BEAU BRUMMEL AND GIBBON WAKEFIELD-ORIGIN OF SOUTH AUSTRALIAN SCHEME-PROGRESS OF NEGOTIATION-ACT OBTAINED-CAPTAIN HINDMARSH GOVERNOR-RECALLED-COLONEL GAWLER APPOINTED-THE SOUTH AUSTRALIAN COMMISSIONERS—THEIR MUDDLING MANAGEMENT.

L

ORD ALVANLEY 'used to tell a story of Brummel, whose cool and solemn assurance might have made him, had he lived in 1840, a king of railways, or a director of a colonizing companythat once, when stopping at a country inn, ascending the stairs, he met the Beau's valet descending with an armful of crumpled clean cravats. "Pray," he inquired, " what are those?" "These, my lord,” replied the valet," are my master's failures." When the Beau emigrated to Calais, amongst other creditors, he owed an enormous bill to his laundress.

South Australia was the first, as Canterbury, in New Zealand, is the last, of Mr. Edward Gibbon Wakefield's colonizing failures-failures which have been tried at the expense of every class of capitalist, from a Republican banker to a Puseyite peer. But, his credit being now exhausted, it seems as if he would end his days without a good fit, thus sharing the fate of other unfortunate philosophers and financiers, like Law, Owen, Cabet, and Louis Blanc, with this difference, that those gentlemen all sacrificed something to their theories; they lost fortune, or character, or country; but Mr. Wakefield, while his disciples have suffered in purse and in person, has contrived to patch up a character originally much damaged, and build a living, if not a fortune, out of a series of bubbles.

When under the government of Sir Thomas Brisbane the advantages which New South Wales offered to emigrants began to be whispered about England,-when from time to time persons returned home with great wealth, acquired by feeding sheep, under the care of white slave shepherds, and selling grain and beef to feed the troops and gaols of New South Wales, a pressure was put upon the government for the purpose of obtaining grants of land which became extremely troublesome.

One of the last large grants was that to the Australian Agricultural Company of one million acres of pastoral and agricultural land, with two thousand acres of minerals and a monopoly of the coal-mines of Autralia, made in 1824; and in July, 1825, the directors report that "his Majesty's government have determined in future, instead of giving free

grants of land, to put it up for sale according to a system similar in many respects to that adopted in the United States of America—an arrangement which will necessarily give an increased value to land in the colony."

In the mean time the colony of the Swan River had been founded, at a spot on principles and by persons which ensured its failure.

The continued prosperity of New South Wales counterbalanced the damp which the failure of Swan River would have cast upon any enterprise nearer home, and no sooner did the state of the money market show signs of that periodical boiling-over point which, in England, always results in some wild speculation, than several colonizing schemes were launched.

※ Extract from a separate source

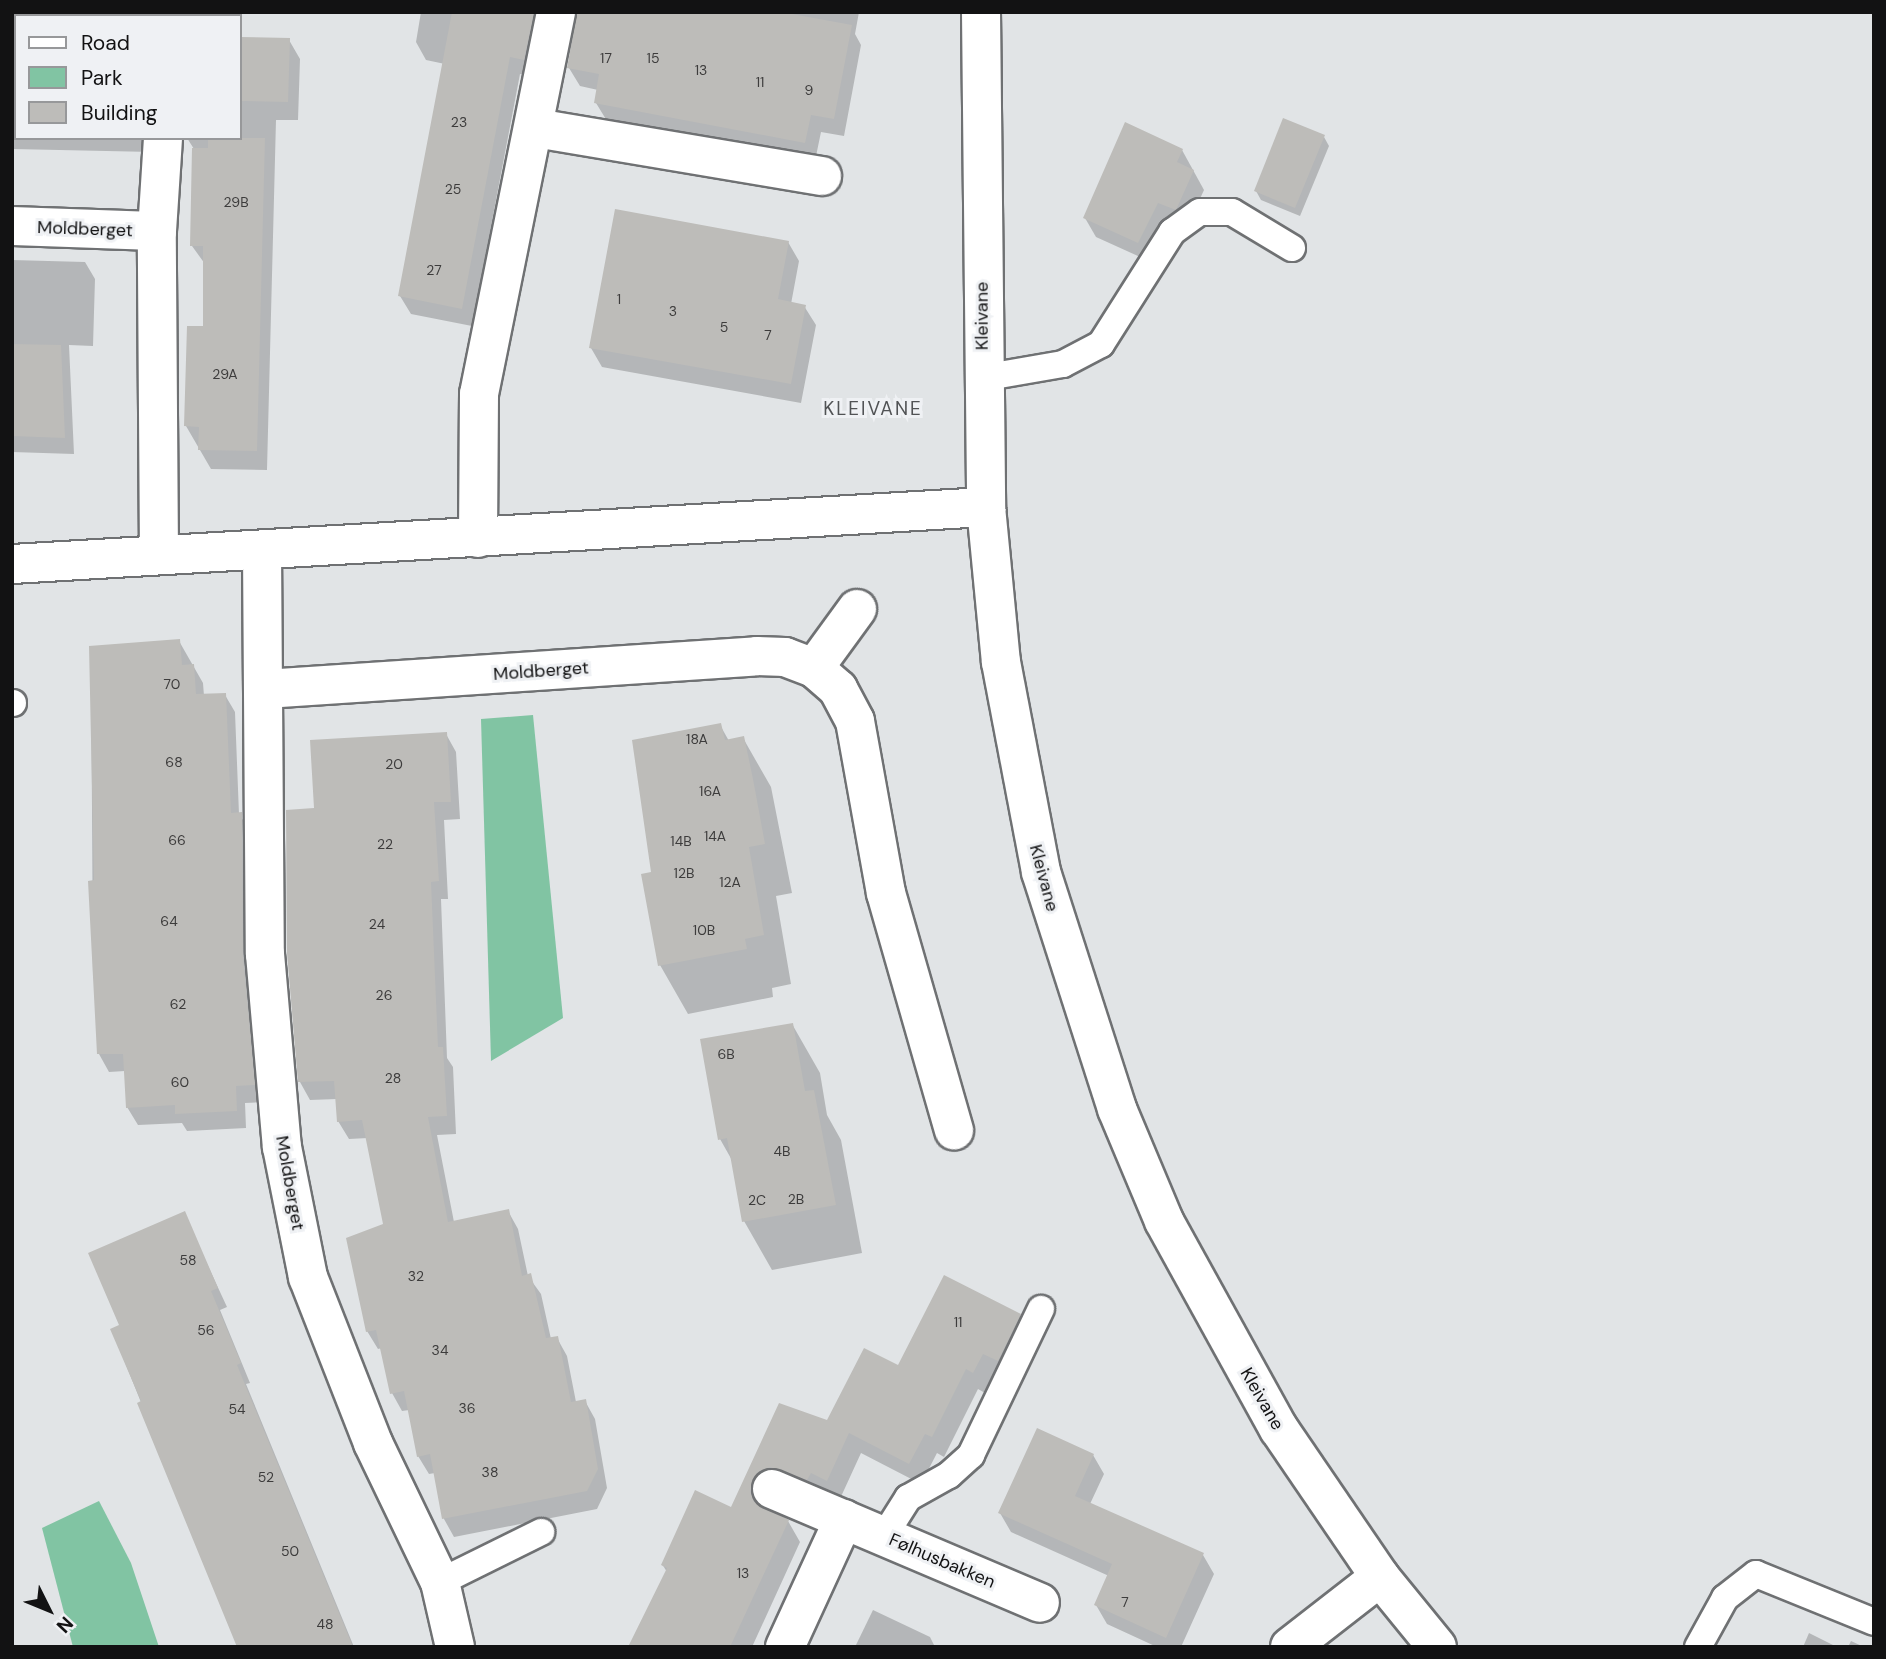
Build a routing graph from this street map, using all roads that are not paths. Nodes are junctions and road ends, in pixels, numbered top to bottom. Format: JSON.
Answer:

Had common sense ruled the consultations of our statesmen and philanthropists, they would not have allowed their anti-republican prejudices to have prevented them from studying and imitating the admirable system by which, for half a century, with trifling modifications, the vast territories of the United States have been colonized, cities have been founded, harbours constructed, railroads made, and canals cut.

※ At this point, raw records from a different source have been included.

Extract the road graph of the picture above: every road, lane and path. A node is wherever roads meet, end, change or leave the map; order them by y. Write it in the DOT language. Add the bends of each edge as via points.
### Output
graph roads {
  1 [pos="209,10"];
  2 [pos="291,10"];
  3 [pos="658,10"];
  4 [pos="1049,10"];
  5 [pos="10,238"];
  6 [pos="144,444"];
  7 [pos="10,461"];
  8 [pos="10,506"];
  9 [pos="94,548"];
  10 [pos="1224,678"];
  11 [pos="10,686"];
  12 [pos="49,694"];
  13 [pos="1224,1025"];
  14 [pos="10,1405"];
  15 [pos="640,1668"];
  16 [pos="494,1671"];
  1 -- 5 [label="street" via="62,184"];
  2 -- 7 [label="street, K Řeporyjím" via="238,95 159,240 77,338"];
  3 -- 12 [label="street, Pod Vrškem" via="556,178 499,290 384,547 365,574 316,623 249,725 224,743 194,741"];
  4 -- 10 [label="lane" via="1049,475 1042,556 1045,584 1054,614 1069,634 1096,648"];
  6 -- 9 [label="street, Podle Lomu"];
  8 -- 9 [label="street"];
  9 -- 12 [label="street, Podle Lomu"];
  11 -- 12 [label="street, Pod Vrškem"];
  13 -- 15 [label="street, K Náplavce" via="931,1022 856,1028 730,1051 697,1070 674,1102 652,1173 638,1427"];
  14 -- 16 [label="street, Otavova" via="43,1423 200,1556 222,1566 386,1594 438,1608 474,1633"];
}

Under this system the territories for sale are surveyed in advance, a map containing the land for sale is open to every intending purchaser, there are no reserves except for special stated public purposes, while parties settling beyond the bounds of surveyed land do so at their own risk, and have no power to inflict on the parent state heavy expenses in armies or officials. They are expected to govern and protect themselves, and to retire or purchase when the government surveyor makes his appearance. No doubt the American system has its defects, but, taken as a whole, it is the best which has ever been devised for employing a large emigrant population and conquering and subduing the earth, at the least possible public expense.

But in 1829 a great sensation was produced in the literary and political world by the appearance of a small book or pamphlet, entitled "A Letter from Sydney, the Principal Town of Australasia, edited by Robert Gouger,"* which was soon known to be the production of Mr. Edward Gibbon Wakefield. Out of this little book grew the colonization of South Australia and New Zealand.

The real author, on the strength of information communicated to him by two relatives, unsuccessful colonists in Van Diemen's Land and New South Wales, propounded, in clear, lively, homely, yet eloquent style, a new theory of colonization.

*All that we know of Robert Gouger is, that he was a Dissenter, of Republican opinions, who served some time in the French National Guard during the Revolution of July, 1830. He afterwards became secretary of the South Australian Society, and eventually Colonial Secretary in South Australia.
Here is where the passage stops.